**TASK OBJECTIVE**
Copy all of the records below verbatim.

====

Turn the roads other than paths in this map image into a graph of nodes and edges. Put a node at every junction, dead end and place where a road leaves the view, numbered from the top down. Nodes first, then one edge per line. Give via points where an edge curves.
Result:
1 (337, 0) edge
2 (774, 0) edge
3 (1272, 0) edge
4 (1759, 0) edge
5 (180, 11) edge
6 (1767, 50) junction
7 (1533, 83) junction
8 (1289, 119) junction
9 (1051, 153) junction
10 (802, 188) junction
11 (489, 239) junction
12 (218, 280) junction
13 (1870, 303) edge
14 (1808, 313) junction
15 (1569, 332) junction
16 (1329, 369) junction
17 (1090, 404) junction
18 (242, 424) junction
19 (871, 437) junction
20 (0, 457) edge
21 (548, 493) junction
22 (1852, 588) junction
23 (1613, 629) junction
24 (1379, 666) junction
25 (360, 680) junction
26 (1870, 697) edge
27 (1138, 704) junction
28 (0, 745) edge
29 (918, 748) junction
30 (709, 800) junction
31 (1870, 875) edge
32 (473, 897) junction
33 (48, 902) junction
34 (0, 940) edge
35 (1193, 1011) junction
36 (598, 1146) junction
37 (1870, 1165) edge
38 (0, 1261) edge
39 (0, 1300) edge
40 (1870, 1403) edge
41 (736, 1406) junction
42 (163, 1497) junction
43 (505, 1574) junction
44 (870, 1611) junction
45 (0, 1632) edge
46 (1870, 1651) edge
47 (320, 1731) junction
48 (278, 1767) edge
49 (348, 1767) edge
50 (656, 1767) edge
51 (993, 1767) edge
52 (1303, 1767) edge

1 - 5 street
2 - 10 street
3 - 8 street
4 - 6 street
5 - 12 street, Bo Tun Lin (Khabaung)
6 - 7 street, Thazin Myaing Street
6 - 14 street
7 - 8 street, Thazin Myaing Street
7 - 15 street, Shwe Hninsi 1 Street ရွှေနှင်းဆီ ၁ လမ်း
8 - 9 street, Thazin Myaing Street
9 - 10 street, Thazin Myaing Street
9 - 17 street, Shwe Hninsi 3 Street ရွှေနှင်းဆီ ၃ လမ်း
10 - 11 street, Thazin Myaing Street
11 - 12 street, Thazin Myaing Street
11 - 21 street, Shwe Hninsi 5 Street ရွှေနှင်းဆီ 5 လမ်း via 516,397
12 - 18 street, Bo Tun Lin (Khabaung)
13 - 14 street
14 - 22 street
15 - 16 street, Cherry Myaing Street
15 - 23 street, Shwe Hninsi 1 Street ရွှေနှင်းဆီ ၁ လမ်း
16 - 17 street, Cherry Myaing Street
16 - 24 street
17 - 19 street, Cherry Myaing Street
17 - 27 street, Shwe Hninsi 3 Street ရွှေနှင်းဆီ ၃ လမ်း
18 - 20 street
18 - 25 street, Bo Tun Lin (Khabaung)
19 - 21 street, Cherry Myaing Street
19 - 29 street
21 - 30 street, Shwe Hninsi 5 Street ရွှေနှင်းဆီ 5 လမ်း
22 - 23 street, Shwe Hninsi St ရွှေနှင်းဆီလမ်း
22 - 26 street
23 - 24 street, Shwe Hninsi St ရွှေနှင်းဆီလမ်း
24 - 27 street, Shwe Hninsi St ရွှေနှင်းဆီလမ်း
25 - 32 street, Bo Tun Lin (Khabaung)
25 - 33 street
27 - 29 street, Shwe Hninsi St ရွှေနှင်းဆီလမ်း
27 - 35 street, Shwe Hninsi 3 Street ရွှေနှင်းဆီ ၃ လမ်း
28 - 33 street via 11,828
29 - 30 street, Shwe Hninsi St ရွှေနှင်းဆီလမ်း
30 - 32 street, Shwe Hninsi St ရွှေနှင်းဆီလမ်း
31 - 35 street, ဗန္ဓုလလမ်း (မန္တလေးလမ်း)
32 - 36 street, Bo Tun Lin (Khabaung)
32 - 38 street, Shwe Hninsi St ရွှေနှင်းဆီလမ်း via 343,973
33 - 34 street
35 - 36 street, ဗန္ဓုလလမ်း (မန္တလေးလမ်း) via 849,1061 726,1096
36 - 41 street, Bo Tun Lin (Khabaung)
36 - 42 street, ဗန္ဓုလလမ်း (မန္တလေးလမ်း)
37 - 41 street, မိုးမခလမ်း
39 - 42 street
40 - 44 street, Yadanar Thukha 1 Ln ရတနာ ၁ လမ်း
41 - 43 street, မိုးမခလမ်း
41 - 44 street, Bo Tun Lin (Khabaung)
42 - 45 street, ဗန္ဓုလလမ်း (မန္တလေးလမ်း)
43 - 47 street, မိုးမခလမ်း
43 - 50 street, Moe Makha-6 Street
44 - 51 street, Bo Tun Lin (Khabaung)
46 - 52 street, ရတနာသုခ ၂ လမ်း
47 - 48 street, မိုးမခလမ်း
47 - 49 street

====

**EXERCISE ANSWER**
Turn the roads other than paths in this map image into a graph of nodes and edges. Put a node at every junction, dead end and place where a road leaves the view, numbered from the top down. Nodes first, then one edge per line. Give via points where an edge curves.
Result:
1 (337, 0) edge
2 (774, 0) edge
3 (1272, 0) edge
4 (1759, 0) edge
5 (180, 11) edge
6 (1767, 50) junction
7 (1533, 83) junction
8 (1289, 119) junction
9 (1051, 153) junction
10 (802, 188) junction
11 (489, 239) junction
12 (218, 280) junction
13 (1870, 303) edge
14 (1808, 313) junction
15 (1569, 332) junction
16 (1329, 369) junction
17 (1090, 404) junction
18 (242, 424) junction
19 (871, 437) junction
20 (0, 457) edge
21 (548, 493) junction
22 (1852, 588) junction
23 (1613, 629) junction
24 (1379, 666) junction
25 (360, 680) junction
26 (1870, 697) edge
27 (1138, 704) junction
28 (0, 745) edge
29 (918, 748) junction
30 (709, 800) junction
31 (1870, 875) edge
32 (473, 897) junction
33 (48, 902) junction
34 (0, 940) edge
35 (1193, 1011) junction
36 (598, 1146) junction
37 (1870, 1165) edge
38 (0, 1261) edge
39 (0, 1300) edge
40 (1870, 1403) edge
41 (736, 1406) junction
42 (163, 1497) junction
43 (505, 1574) junction
44 (870, 1611) junction
45 (0, 1632) edge
46 (1870, 1651) edge
47 (320, 1731) junction
48 (278, 1767) edge
49 (348, 1767) edge
50 (656, 1767) edge
51 (993, 1767) edge
52 (1303, 1767) edge

1 - 5 street
2 - 10 street
3 - 8 street
4 - 6 street
5 - 12 street, Bo Tun Lin (Khabaung)
6 - 7 street, Thazin Myaing Street
6 - 14 street
7 - 8 street, Thazin Myaing Street
7 - 15 street, Shwe Hninsi 1 Street ရွှေနှင်းဆီ ၁ လမ်း
8 - 9 street, Thazin Myaing Street
9 - 10 street, Thazin Myaing Street
9 - 17 street, Shwe Hninsi 3 Street ရွှေနှင်းဆီ ၃ လမ်း
10 - 11 street, Thazin Myaing Street
11 - 12 street, Thazin Myaing Street
11 - 21 street, Shwe Hninsi 5 Street ရွှေနှင်းဆီ 5 လမ်း via 516,397
12 - 18 street, Bo Tun Lin (Khabaung)
13 - 14 street
14 - 22 street
15 - 16 street, Cherry Myaing Street
15 - 23 street, Shwe Hninsi 1 Street ရွှေနှင်းဆီ ၁ လမ်း
16 - 17 street, Cherry Myaing Street
16 - 24 street
17 - 19 street, Cherry Myaing Street
17 - 27 street, Shwe Hninsi 3 Street ရွှေနှင်းဆီ ၃ လမ်း
18 - 20 street
18 - 25 street, Bo Tun Lin (Khabaung)
19 - 21 street, Cherry Myaing Street
19 - 29 street
21 - 30 street, Shwe Hninsi 5 Street ရွှေနှင်းဆီ 5 လမ်း
22 - 23 street, Shwe Hninsi St ရွှေနှင်းဆီလမ်း
22 - 26 street
23 - 24 street, Shwe Hninsi St ရွှေနှင်းဆီလမ်း
24 - 27 street, Shwe Hninsi St ရွှေနှင်းဆီလမ်း
25 - 32 street, Bo Tun Lin (Khabaung)
25 - 33 street
27 - 29 street, Shwe Hninsi St ရွှေနှင်းဆီလမ်း
27 - 35 street, Shwe Hninsi 3 Street ရွှေနှင်းဆီ ၃ လမ်း
28 - 33 street via 11,828
29 - 30 street, Shwe Hninsi St ရွှေနှင်းဆီလမ်း
30 - 32 street, Shwe Hninsi St ရွှေနှင်းဆီလမ်း
31 - 35 street, ဗန္ဓုလလမ်း (မန္တလေးလမ်း)
32 - 36 street, Bo Tun Lin (Khabaung)
32 - 38 street, Shwe Hninsi St ရွှေနှင်းဆီလမ်း via 343,973
33 - 34 street
35 - 36 street, ဗန္ဓုလလမ်း (မန္တလေးလမ်း) via 849,1061 726,1096
36 - 41 street, Bo Tun Lin (Khabaung)
36 - 42 street, ဗန္ဓုလလမ်း (မန္တလေးလမ်း)
37 - 41 street, မိုးမခလမ်း
39 - 42 street
40 - 44 street, Yadanar Thukha 1 Ln ရတနာ ၁ လမ်း
41 - 43 street, မိုးမခလမ်း
41 - 44 street, Bo Tun Lin (Khabaung)
42 - 45 street, ဗန္ဓုလလမ်း (မန္တလေးလမ်း)
43 - 47 street, မိုးမခလမ်း
43 - 50 street, Moe Makha-6 Street
44 - 51 street, Bo Tun Lin (Khabaung)
46 - 52 street, ရတနာသုခ ၂ လမ်း
47 - 48 street, မိုးမခလမ်း
47 - 49 street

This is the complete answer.